Problem requirements
Of the lines below, write out exactly those from the line with "M26,138H29V141H32L0,156V150Z" through the line with "M219,203L226,198", both included, and skip the rest.

Stored items
——————

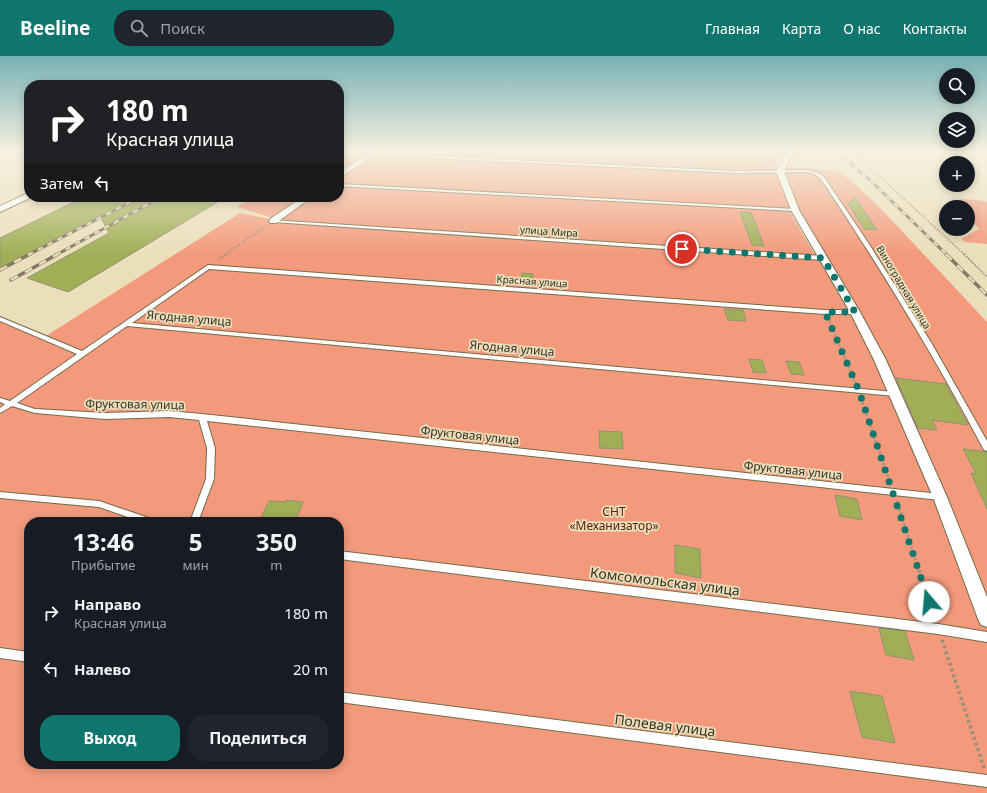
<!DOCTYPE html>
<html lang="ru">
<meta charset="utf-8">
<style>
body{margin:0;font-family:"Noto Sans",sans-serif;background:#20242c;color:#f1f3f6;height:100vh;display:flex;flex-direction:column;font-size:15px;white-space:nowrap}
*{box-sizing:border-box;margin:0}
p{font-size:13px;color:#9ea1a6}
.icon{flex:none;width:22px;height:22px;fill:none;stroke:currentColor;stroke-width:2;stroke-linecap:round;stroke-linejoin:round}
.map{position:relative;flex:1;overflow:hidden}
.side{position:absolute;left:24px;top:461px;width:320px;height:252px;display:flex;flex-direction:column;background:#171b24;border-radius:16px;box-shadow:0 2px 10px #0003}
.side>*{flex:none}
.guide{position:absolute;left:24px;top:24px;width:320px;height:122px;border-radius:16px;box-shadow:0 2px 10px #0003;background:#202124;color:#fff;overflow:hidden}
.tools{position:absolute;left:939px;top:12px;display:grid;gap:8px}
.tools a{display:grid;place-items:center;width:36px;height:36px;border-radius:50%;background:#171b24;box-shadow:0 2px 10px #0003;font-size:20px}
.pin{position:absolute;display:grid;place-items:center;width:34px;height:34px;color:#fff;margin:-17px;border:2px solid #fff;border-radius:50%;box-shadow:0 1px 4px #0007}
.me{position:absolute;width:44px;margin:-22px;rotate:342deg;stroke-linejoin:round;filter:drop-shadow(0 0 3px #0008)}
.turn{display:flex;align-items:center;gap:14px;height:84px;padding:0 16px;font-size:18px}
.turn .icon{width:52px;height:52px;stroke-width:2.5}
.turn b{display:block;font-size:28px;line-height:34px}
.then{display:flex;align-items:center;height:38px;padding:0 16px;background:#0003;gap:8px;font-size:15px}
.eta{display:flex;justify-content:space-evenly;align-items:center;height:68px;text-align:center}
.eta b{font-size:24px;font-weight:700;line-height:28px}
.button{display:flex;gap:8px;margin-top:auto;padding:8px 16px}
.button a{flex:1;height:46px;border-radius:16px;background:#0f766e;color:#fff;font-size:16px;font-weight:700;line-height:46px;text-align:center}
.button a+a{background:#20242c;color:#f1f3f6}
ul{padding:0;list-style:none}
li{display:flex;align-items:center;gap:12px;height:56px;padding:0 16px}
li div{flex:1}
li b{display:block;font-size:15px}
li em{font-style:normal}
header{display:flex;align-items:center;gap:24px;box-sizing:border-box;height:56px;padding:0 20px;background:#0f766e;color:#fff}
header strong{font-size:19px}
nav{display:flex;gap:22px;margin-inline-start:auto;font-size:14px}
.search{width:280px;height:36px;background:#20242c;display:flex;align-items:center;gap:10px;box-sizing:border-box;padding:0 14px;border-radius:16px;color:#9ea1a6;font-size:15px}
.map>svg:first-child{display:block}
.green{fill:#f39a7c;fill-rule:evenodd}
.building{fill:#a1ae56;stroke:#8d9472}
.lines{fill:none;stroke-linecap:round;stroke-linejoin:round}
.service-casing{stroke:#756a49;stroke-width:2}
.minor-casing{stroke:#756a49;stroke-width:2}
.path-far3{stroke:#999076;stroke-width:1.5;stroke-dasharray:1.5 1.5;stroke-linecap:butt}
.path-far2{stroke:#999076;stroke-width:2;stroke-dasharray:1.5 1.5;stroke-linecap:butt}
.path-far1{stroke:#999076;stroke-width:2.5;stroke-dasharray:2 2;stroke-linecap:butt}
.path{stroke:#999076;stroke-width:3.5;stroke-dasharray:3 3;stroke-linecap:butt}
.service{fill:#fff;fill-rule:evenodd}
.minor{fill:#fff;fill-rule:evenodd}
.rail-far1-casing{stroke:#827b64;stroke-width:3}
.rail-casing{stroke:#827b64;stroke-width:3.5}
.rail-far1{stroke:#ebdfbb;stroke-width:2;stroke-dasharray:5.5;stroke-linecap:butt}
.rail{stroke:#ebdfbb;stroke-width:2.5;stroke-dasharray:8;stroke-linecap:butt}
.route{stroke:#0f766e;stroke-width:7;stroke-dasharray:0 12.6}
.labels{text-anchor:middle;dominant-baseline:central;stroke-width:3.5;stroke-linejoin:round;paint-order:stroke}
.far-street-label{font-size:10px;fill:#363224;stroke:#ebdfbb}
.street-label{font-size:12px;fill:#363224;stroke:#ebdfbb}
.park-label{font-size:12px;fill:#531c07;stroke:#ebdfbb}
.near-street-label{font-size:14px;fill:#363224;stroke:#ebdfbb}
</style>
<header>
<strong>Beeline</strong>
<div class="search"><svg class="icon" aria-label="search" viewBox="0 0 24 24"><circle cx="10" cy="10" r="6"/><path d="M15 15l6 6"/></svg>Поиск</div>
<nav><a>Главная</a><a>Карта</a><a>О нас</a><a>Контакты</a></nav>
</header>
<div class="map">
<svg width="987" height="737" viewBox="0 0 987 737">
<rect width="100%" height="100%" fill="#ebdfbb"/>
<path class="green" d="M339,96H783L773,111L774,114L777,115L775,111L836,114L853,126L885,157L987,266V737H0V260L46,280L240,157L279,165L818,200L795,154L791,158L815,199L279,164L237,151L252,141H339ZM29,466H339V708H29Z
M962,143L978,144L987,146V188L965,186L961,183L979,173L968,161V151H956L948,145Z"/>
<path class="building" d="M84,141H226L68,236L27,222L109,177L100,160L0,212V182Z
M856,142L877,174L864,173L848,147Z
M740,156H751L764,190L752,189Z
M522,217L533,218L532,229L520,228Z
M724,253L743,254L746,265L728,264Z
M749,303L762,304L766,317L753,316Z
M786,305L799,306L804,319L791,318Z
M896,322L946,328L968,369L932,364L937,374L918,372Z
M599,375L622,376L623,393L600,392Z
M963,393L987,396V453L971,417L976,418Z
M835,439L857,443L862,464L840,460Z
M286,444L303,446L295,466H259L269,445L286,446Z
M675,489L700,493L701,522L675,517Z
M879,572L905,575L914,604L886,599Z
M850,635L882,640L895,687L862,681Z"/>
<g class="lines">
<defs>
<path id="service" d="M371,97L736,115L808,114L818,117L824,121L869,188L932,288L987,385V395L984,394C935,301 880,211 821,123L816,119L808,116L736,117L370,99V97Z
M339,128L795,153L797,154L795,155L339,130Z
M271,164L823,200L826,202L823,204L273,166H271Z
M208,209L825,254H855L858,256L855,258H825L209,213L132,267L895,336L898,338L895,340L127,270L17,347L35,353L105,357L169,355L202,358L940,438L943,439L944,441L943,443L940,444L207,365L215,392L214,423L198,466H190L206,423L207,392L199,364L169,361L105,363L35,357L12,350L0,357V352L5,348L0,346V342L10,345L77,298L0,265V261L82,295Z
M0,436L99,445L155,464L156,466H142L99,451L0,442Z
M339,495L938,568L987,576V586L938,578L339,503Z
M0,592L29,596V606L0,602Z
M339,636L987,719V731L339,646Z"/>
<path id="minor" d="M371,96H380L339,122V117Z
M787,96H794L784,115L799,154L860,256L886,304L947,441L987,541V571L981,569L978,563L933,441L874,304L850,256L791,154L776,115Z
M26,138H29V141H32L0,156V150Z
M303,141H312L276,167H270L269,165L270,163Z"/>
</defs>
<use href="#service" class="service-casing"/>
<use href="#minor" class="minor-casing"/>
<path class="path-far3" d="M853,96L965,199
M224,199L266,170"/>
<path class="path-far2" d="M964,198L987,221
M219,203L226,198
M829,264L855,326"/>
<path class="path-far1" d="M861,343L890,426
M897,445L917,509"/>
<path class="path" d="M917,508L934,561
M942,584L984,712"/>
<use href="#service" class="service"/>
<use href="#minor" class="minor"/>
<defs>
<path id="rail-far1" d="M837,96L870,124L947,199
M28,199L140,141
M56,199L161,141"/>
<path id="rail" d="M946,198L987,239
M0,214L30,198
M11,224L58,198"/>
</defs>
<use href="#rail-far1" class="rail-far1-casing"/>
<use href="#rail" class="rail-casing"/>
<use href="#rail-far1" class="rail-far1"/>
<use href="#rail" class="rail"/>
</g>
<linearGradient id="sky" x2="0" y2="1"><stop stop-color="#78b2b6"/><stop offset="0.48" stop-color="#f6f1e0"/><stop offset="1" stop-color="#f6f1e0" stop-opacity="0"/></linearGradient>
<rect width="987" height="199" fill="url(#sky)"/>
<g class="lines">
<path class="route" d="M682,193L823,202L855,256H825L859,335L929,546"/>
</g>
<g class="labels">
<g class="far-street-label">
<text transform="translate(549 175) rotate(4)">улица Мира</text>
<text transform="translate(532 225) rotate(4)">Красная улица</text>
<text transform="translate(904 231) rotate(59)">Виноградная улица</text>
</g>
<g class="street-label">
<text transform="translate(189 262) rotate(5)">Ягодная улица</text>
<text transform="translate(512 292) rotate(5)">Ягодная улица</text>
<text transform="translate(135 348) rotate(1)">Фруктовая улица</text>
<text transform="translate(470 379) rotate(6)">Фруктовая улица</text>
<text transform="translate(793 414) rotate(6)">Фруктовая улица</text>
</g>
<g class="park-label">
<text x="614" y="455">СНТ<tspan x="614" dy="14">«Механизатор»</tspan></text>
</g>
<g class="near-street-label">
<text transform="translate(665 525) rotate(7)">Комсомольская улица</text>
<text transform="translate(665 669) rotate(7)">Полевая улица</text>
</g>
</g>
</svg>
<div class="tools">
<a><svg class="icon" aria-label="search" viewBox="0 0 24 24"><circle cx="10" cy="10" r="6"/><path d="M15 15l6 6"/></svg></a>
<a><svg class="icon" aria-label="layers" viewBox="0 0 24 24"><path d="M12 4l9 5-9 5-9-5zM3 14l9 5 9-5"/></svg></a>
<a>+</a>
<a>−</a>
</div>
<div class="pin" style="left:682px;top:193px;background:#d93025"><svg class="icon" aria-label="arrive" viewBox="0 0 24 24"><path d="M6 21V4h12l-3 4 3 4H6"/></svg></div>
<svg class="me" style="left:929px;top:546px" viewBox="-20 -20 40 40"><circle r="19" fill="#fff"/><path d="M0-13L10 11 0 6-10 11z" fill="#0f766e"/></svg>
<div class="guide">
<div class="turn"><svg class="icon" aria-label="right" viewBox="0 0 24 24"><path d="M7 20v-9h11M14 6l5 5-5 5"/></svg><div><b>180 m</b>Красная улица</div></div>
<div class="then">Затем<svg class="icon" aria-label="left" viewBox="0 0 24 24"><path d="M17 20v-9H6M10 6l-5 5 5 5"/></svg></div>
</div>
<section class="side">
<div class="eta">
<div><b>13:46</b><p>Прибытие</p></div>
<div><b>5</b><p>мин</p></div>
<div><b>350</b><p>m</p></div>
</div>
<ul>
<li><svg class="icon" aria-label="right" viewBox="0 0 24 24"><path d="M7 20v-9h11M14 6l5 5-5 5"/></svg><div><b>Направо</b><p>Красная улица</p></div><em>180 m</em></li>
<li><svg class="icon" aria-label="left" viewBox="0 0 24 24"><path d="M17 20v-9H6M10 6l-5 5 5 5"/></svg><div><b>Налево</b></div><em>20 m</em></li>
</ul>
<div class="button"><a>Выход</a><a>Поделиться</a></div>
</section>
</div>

——————

Exercise answer
M26,138H29V141H32L0,156V150Z
M303,141H312L276,167H270L269,165L270,163Z"/>
</defs>
<use href="#service" class="service-casing"/>
<use href="#minor" class="minor-casing"/>
<path class="path-far3" d="M853,96L965,199
M224,199L266,170"/>
<path class="path-far2" d="M964,198L987,221
M219,203L226,198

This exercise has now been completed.